И в знаменитом Халкидонском оросе сказано следующее: «Последуя святым отцам, все согласно поучаем исповедовать одного и того же Сына, Господа нашего Иисуса Христа, совершенного по Божеству, совершенного по человечеству, истинного Бога, истинного человека, одного и того же, из разумной души и тела, единосущного Отцу по Божеству (вот одно единосущие. — А.З.), единосущного нам по человечеству (одна усия с нами. — А.З.), во всем подобного нам, кроме греха». Это колоссальные слова! Что касается греха, мы понимаем, что человеческая природа, усия, разрушена грехом. Но «во всем, кроме греха, подобного нам», — значит, вот это совершенство, божественное совершенство, нам открыто, если мы освободимся от власти греха. «Рожденного прежде веков от Отца по Божеству, а в последние дни ради нас и ради нашего спасения от Марии Девы Богородицы по человечеству, одного и того же Христа, Сына, Господа Единородного, в двух естествах неслитно, неизменно, нераздельно, неразлучно познаваемого, — так что соединением нисколько не нарушается различие двух естеств, но тем более сохраняются свойства каждого естества и соединяются в одно Лицо и одну Ипостась, — не на два лица рассекаемого или разделяемого, но одного и того же Сына Единородного, Бога Слова, Господа Иисуса Христа».

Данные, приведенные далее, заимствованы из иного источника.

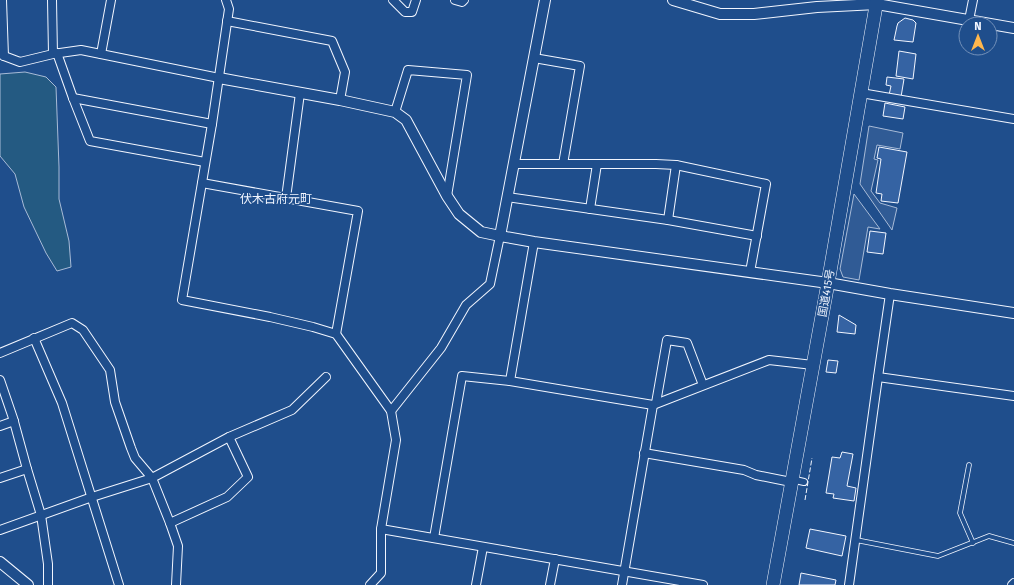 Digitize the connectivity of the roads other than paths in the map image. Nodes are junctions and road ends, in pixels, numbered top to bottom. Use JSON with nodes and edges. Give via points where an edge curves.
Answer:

Как вы видите, две природы — Божественная и человеческая, но одно основание (ипостась) и одна личность, которые эти природы соединяют. Поэтому совершенно определенно в Хакидонском оросе Дева Мария именуется Богородицей. Мария родила не человека, не Мессию, но Богочеловека. Ее можно именовать человекородицей, как и любую мать, тут не будет ошибки, которую бы усмотрели крайние монофизиты, но для христиан важно то, что она именно Богородица. И важно то, что на Кресте страдал именно Богочеловек. Максим Исповедник с предельной жесткостью утверждает это: «Мы правильно говорим, что Один из Святой Троицы был на кресте. Одна из ипостасей (Святой Троицы. —А.З.) приобщилась нам полностью, в соответствии с тем, что говорит апостол: „В Нем обитает вся полнота Божества телесно" [Кол. 2:9]. Это „полностью". показывает, что Он воспринял человека целиком»[101].
Богочеловек страдал на кресте, и это настолько важно, что вошло в Символ веры, в Credo, когда говорится «нас ради человек и нашего ради спасения сшедшего с Небес и воплотившегося от Духа Свята и Марии Девы и вочеловечивше- гося», и дальше сразу — «распятого за нас при Понтийском Пилате, и страдавшего, и погребенного». То есть что Он, воплотившийся от Святого Духа, действительно страдал, что это не видимое только, как учили гностики и ныне учат мусульмане, а действительное невыразимое страдание, о чем ясно свидетельствует и евангельское описание. Бог страдал на Кресте! До сих пор многие философы и верующие нехристиане говорят, что это невозможно, но христиане подчеркивают, что без этого факта нет христианства. Потому- то и включен он в очень сжатый Символ веры.
Когда мы говорим, что это невозможно, мы исходим из очень упрощенного понимания совершенства: что совершенная полнота чужда страданию. Да, чужда страданию внутри себя. Но один вид страданий ей свойственен: это страдание неразделенной любви. Для отношений Лиц в Боге характерна любовь как форма существования и как результат любви — единодушие. А в нашем мире никакой любви между человеческими ипостасями нет. И мы видим в Евангелии, что кто-то любил Иисуса, а очень многие Его ненавидели, и стремились убить, и гнали, и сколько раз обрекали на смерть. Так что Он страдал от этого. Он страдал физически, потому что Его били и мучили, но главное — Он страдал от того, что Его любовь оказывалась неразделенной, не разделенной другими ипостасями его человеческой усии. И поэтому совершенное Божество страдало. Оно страдало не от боли от гвоздей, которые вбивались в руки, и не от уксуса, который на копье в губке подавали стражники, — Оно страдало от ненависти человеческой. А эти гвозди, этот уксус — это была лишь материализация ненависти.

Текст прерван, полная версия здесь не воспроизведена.